After three year old Chloe’s GP noticed a heart murmur, she was referred to a paediatric cardiologist for an echogram. Her parents, Dean and Michelle, sitting in the waiting room, had no idea their world was about to be shattered.
The cardiologist was concerned enough to immediately admit Chloe to hospital. Doctors performed innumerable tests and procedures before calling in a team of geneticists for further investigation.
The medical specialists suspected mitochondrial disease (mito), but the only way to be sure was for Chloe to undergo invasive liver, skin and muscle biopsies; surgical procedures that required an anaesthetic. A general anaesthetic in a healthy person involves only minor risk, but with Chloe’s heart condition and mito the risks were considerably higher.

Michelle said, “Putting our little girl under a general anaesthetic and consenting to a painful and invasive biopsy while knowing the risks was terrifying, but it was the only way to get a diagnosis. The stress of waiting for the results was unbearable. To have an alternative to that process would save so much heartache in an already desperate situation.”

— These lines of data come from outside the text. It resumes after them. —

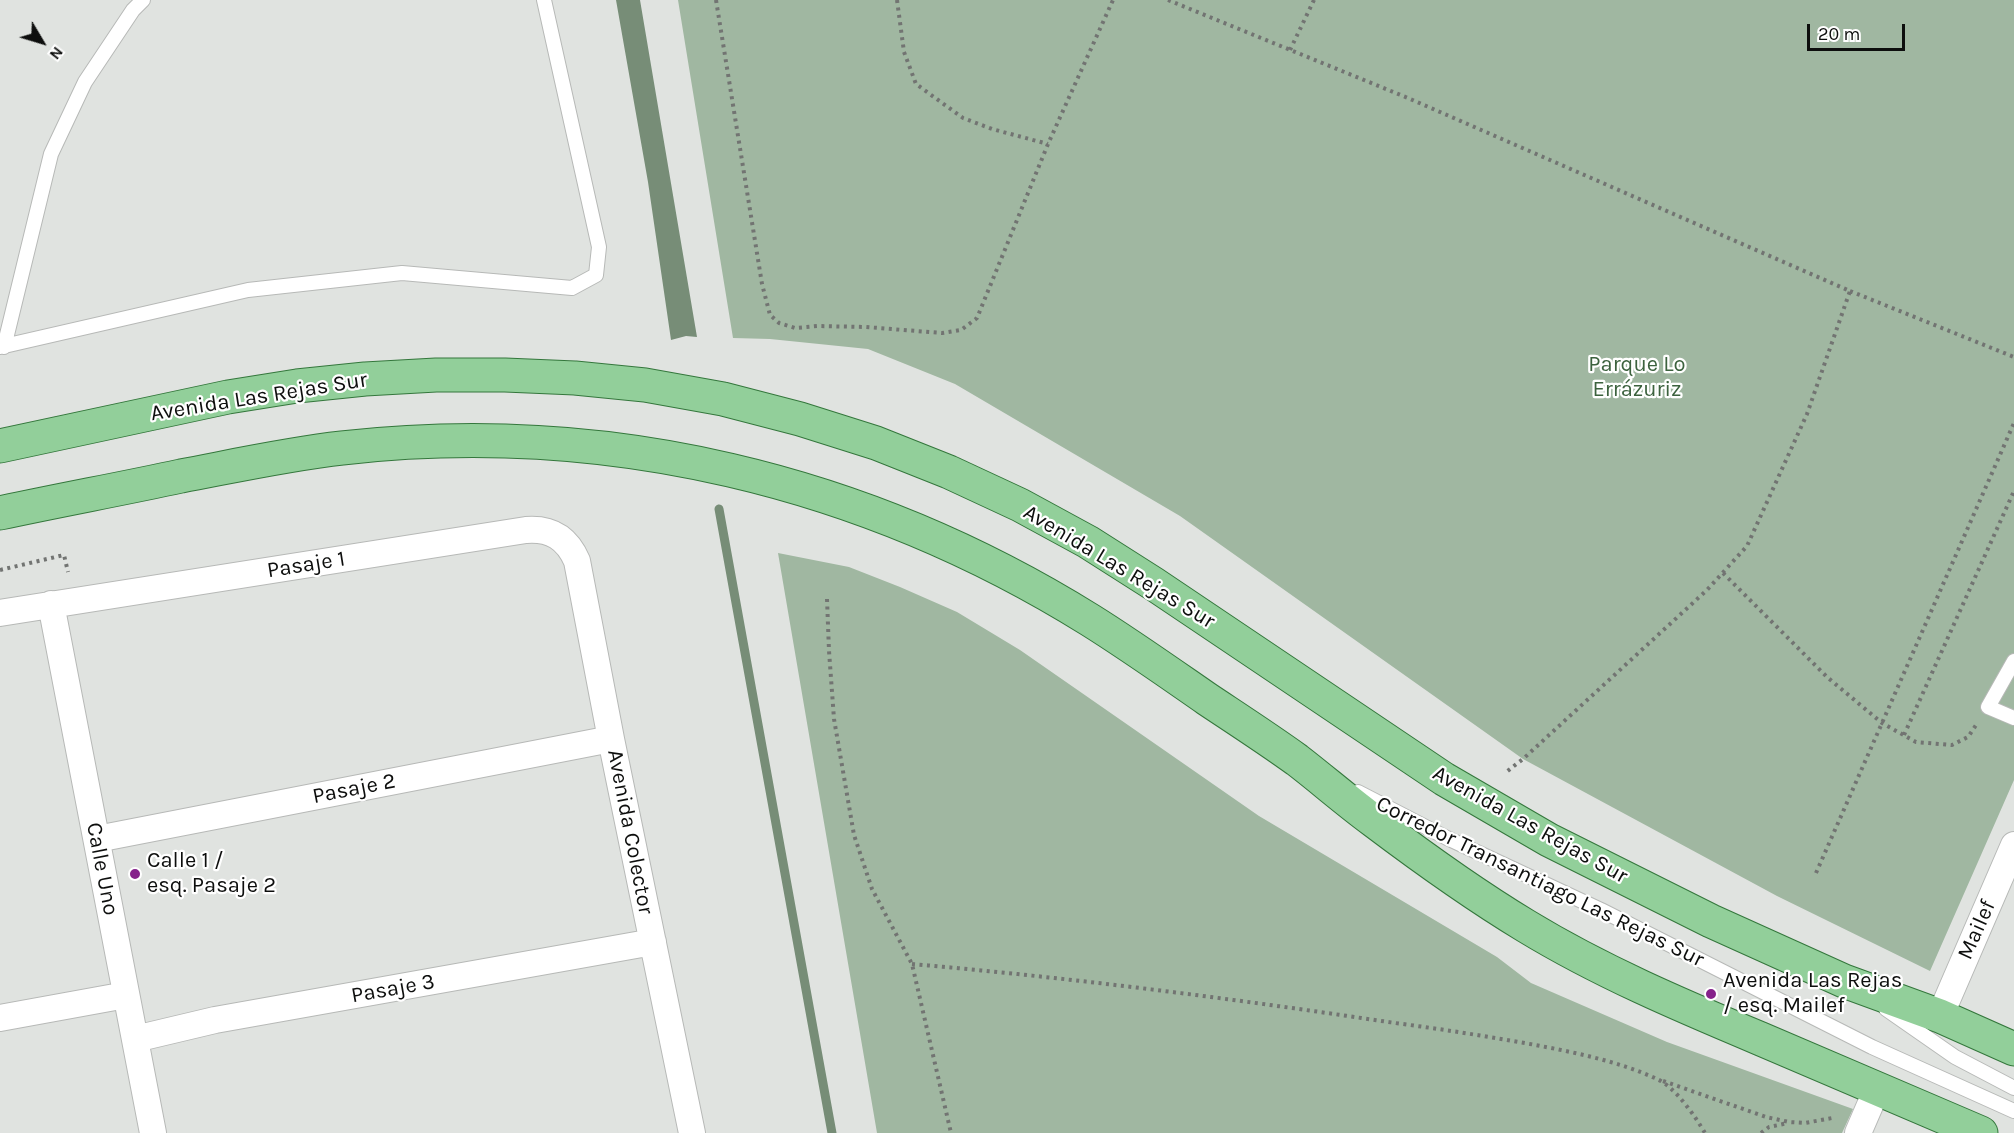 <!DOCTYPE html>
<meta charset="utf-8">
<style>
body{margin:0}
#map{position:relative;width:2014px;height:1133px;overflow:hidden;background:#e0e3e0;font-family:Karla,sans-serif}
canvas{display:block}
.north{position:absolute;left:12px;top:12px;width:60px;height:60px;-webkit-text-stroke:4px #fff;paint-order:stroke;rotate:128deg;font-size:16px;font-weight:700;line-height:24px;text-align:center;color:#0d0e0d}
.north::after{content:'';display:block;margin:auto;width:21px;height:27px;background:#0d0e0d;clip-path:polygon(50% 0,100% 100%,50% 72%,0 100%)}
.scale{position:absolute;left:1807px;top:24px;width:98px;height:27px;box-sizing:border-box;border:3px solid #0d0e0d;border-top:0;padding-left:8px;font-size:18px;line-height:21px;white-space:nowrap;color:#0d0e0d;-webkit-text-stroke:4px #fff;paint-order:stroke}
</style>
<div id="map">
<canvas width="2014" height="1133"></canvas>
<div class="north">N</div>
<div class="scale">20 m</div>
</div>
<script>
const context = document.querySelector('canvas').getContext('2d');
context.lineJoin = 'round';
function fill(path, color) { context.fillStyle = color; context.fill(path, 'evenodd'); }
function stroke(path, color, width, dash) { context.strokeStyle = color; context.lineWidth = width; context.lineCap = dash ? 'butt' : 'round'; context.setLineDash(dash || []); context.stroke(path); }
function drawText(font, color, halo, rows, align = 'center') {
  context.font = font + ' Karla,sans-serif'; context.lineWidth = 4.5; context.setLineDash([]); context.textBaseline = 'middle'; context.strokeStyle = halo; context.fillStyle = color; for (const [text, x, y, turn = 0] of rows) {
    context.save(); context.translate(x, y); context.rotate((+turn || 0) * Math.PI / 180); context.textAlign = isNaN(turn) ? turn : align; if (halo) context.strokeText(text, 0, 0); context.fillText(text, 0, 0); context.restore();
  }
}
fill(new Path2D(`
 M678,0H2014V780L1930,971L1777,896L1523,759L1180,516L955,384L868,349L770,339L733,338Z
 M778,553L849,567L900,587L957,612L1020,650L1259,816L1497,957L1531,983L1667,1042L1853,1109L1842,1133H877Z`), '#a0b7a1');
fill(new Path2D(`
 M616,0H640L697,337L686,336L671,340L648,182Z`), '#778d77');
stroke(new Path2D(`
 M719,509L832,1133`), '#778d77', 9);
const lane = new Path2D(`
 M0,347L248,290L402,273L572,288L596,275L599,247L544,0
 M4,347L51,154L85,82L133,10L143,0
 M2014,661L1988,707L2014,718
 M1358,792L1447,838L1601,910L1872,1047L2014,1111
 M1886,1009L1955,1057L2014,1088`);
const street = new Path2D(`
 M51,604L153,1133
 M0,613L526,530C551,528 567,538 577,561L611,739L692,1133
 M97,839L611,739
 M1940,1016L2014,845
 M0,1018L126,995
 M135,1039L215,1020L653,942
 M1858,1133L1877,1089`);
const primary = new Path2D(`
 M0,446L228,397L297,386L365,379L436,375H505L575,378L645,385L723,399L800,419L876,443L949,472L1020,505L1088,542L1154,584L1444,779L1549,840L1711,921L1844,981L1940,1016L2014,1049
 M0,513C60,500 121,489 181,476C234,466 288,454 342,448C606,418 865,480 1090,620C1130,645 1168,672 1207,699C1237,719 1268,739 1297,760C1323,780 1348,802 1374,821C1423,858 1473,894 1526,926C1600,971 1680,1005 1761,1039C1834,1070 1907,1102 1981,1133`);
stroke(lane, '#b7b9b7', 16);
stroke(street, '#b7b9b7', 28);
stroke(primary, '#34773c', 35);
stroke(new Path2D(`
 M716,0L762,284L770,315L779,323L795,328L818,326L866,327L942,333L961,330L977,318L1048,144L1113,0
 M897,0L904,52L916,84L963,118L992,129L1048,144
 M1168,0L1408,98L1850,291L1807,414L1747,546L1707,590L1523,759L1505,773
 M1290,50L1314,0
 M1850,291L2014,357
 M0,570L64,555L68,572
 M1723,573L1827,677L1882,723L1916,742L1952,745L1968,737L1976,725
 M827,599L829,651L834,719L854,835L872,889L912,964L951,1133
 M1904,735L2014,491
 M1816,873L2014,423
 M912,964C1074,978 1235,999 1395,1023C1441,1029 1485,1036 1530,1044C1573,1052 1618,1061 1657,1079C1675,1087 1695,1116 1705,1133
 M1663,1081L1766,1117L1789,1122L1805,1123L1832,1118
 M1761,1133L1769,1127L1788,1123`), '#727472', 4, [3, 4.5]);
stroke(lane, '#fff', 14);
stroke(street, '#fff', 26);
stroke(primary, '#92cf9a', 33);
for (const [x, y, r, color] of [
 [135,874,6,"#86228b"],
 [1711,994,6,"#86228b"]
]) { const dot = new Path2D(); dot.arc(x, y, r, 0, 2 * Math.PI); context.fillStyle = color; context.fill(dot); stroke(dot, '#fff', 2); }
drawText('22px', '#3c623e', '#fff', [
 ["Parque Lo",1637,365],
 ["Errázuriz",1637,390]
]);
drawText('22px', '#0d0e0d', '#fff', [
 ["Avenida Las Rejas Sur",259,397,-9],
 ["Pasaje 1",306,565,-9],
 ["Avenida Las Rejas Sur",1119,567,31],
 ["Pasaje 2",354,789,-11],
 ["Avenida Las Rejas Sur",1530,825,29],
 ["Avenida Colector",630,832,79],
 ["Calle Uno",102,869,79],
 ["Corredor Transantiago Las Rejas Sur",1540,882,26],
 ["Mailef",1977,930,-66],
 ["Pasaje 3",393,989,-10]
]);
drawText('22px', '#0d0e0d', '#fff', [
 ["Calle 1 /",147,861],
 ["esq. Pasaje 2",147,886],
 ["Avenida Las Rejas",1723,981],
 ["/ esq. Mailef",1723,1006]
], 'left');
</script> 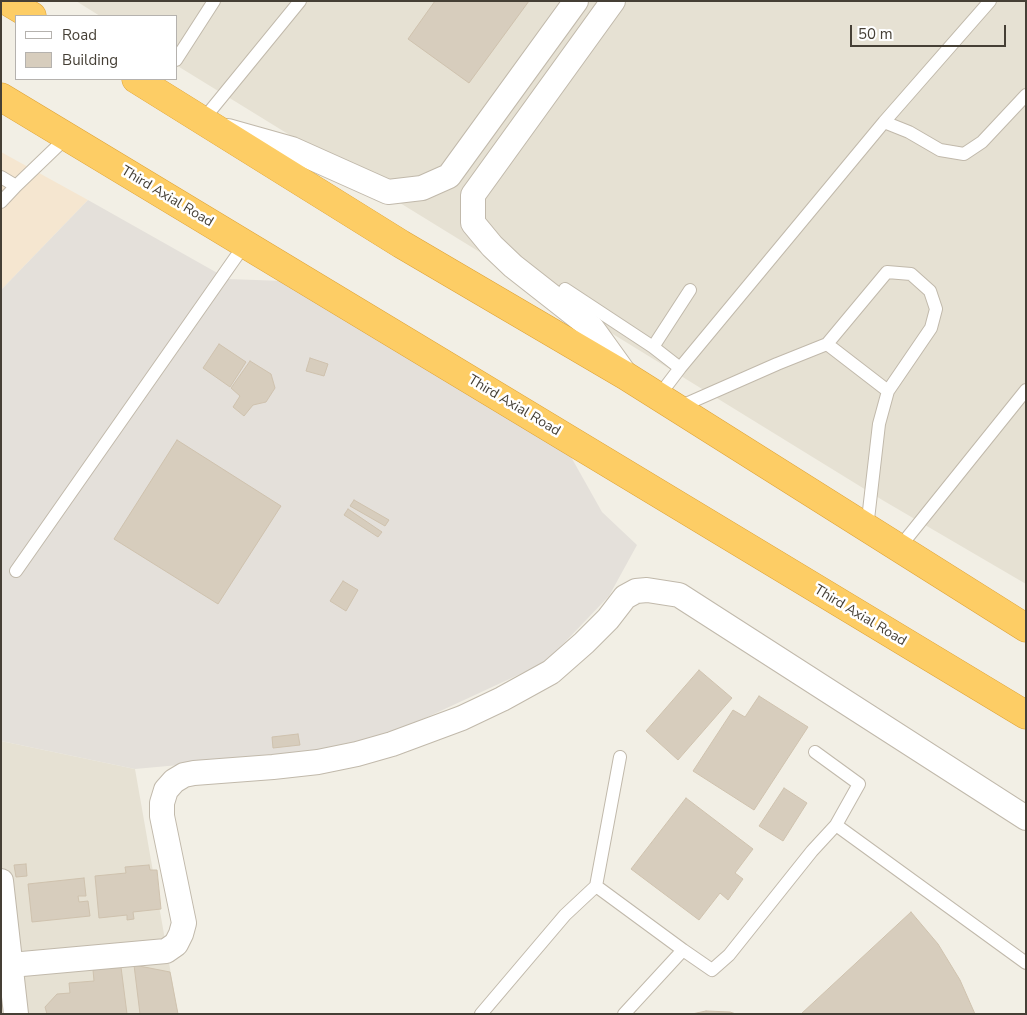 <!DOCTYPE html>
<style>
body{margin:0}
#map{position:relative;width:1027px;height:1015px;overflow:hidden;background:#f2efe5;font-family:"Nunito Sans",sans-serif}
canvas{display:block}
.frame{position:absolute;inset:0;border:2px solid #453f35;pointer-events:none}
.legend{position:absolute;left:15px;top:15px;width:162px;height:65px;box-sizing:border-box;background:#fff;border:1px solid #b5b2ae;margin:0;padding:6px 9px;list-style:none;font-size:15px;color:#453f35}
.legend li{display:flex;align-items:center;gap:10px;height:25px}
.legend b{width:25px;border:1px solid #b5b2ae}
.scale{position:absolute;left:850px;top:25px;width:156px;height:22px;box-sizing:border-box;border:2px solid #453f35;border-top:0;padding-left:6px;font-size:15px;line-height:18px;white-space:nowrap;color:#453f35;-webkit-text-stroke:4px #fff;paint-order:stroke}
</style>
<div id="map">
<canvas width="1027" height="1015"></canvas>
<div class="frame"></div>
<ul class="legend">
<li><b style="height:6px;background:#fff"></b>Road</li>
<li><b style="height:14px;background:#d7cdbd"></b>Building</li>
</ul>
<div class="scale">50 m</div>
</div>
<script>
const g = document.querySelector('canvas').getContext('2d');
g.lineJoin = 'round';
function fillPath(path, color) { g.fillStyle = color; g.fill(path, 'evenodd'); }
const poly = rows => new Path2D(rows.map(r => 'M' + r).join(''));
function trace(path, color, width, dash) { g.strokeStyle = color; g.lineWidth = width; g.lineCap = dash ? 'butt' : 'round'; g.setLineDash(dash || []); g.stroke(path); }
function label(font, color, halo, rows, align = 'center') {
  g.font = font + ' "Nunito Sans",sans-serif'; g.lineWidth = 5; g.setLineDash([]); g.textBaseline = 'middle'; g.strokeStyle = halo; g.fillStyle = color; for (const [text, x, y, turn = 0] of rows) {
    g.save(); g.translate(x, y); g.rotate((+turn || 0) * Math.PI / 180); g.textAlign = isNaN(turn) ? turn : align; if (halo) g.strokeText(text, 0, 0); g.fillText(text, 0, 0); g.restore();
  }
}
const residential = poly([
 [76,1,1026,1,1026,584,884,501,176,65,176,16,100,16],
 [1,741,135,769,178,1014,1,1014]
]);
const commercial = poly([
 [1,152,88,200,1,290]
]);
const industrial = poly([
 [88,200,228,279,283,281,566,448,602,512,637,545,609,596,546,662,393,733,332,751,135,769,1,741,1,290]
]);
const building = poly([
 [435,1,529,1,469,83,408,39,435,1],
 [219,344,246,362,230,387,203,368,219,344],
 [310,358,328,364,324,376,306,371,310,358],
 [250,361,271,374,275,388,266,402,253,405,244,416,233,407,240,396,231,388,250,361],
 [177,440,281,506,218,604,114,539,177,440],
 [354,500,389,520,385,526,350,506,354,500],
 [348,509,382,532,378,537,344,515,348,509],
 [343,581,358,590,346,611,330,601,343,581],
 [699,670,732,698,678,760,646,731,699,670],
 [759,696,808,727,754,810,693,771,733,710,745,717,759,696],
 [298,734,300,745,273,748,272,737,298,734],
 [784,788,807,803,783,841,759,826,784,788],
 [686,798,753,849,735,873,743,879,728,900,720,893,699,920,631,869,686,798],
 [26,864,27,876,16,877,14,865,26,864],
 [149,865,150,870,157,870,161,909,133,912,134,919,127,920,127,915,99,918,95,876,126,873,125,867,149,865],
 [84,878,86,896,78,896,79,902,88,901,90,916,32,922,28,884,84,878],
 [911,912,938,944,960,980,975,1014,801,1014,911,912],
 [134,965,170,972,178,1014,140,1014,134,965],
 [121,967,127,1014,47,1014,45,1007,57,994,70,993,69,983,94,981,93,970,121,967],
 [706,1011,730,1012,736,1014,692,1014,706,1011]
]);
const service = poly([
 [176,60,214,1],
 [202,121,300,1],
 [884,122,909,132,940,150,964,154,982,142,1026,95],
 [1,177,16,186,67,137],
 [1,202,16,186],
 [565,289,653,347,680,368],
 [827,344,887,272,911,274,930,291,936,309,931,328,888,391],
 [653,347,690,290],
 [658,397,680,368,884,122,990,1],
 [677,408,777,364,827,344,888,391,879,424,867,528],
 [899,548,1026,390],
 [16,571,245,244],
 [815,752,859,784,836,825],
 [596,886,620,757],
 [481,1014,565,915,596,886,683,950],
 [624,1014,683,950,712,970,729,955,812,851,836,825,1026,963]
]);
const minor = poly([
 [613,1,473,195,473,223,492,246,513,266,592,328,625,374],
 [228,131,292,149,388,192,422,188,449,176,576,1],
 [1,881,16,1014],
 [11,965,166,951,176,944,181,934,184,923,162,816,162,803,166,790,174,781,184,775,194,773,273,767,318,762,357,754,392,744,462,718,502,699,551,672,584,643,608,619,625,597,636,591,647,590,679,595,1026,818]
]);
const motorway = poly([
 [7,1,32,16],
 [136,79,401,244,626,376,1026,628],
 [1,97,1026,715]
]);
const streetNames = [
 ["Third Axial Road",167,197,31],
 ["Third Axial Road",514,406,31],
 ["Third Axial Road",860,616,31]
];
fillPath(residential, '#e6e1d3');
fillPath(commercial, '#f5e6d0');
fillPath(industrial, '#e4e0da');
fillPath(building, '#d7cdbd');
trace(building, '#cfc2ae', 1);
trace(service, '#c1b9ab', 14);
trace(minor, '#c1b9ab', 26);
trace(motorway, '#dda135', 29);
trace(service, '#fff', 12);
trace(minor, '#fff', 24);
trace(motorway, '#fdcd65', 28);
label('14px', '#453f35', '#fff', streetNames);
</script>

As Chloe recovered from the biopsies and weeks turned into months, Dean and Michelle waited anxiously for the results. Eventually the call came with the heart breaking news that Chloe had mito. Michelle explained:
“Helpless is an understatement. There is nothing we can do to fix this. No cure, no operation, no medicines… nothing.
“Our life now revolves around Chloe’s appointments with her GP, paediatrician, cardiologist, neurologist, geneticist, dietician and many other specialists.
“Chloe lives her life waiting for things to start going wrong or becoming worse than what they already are.”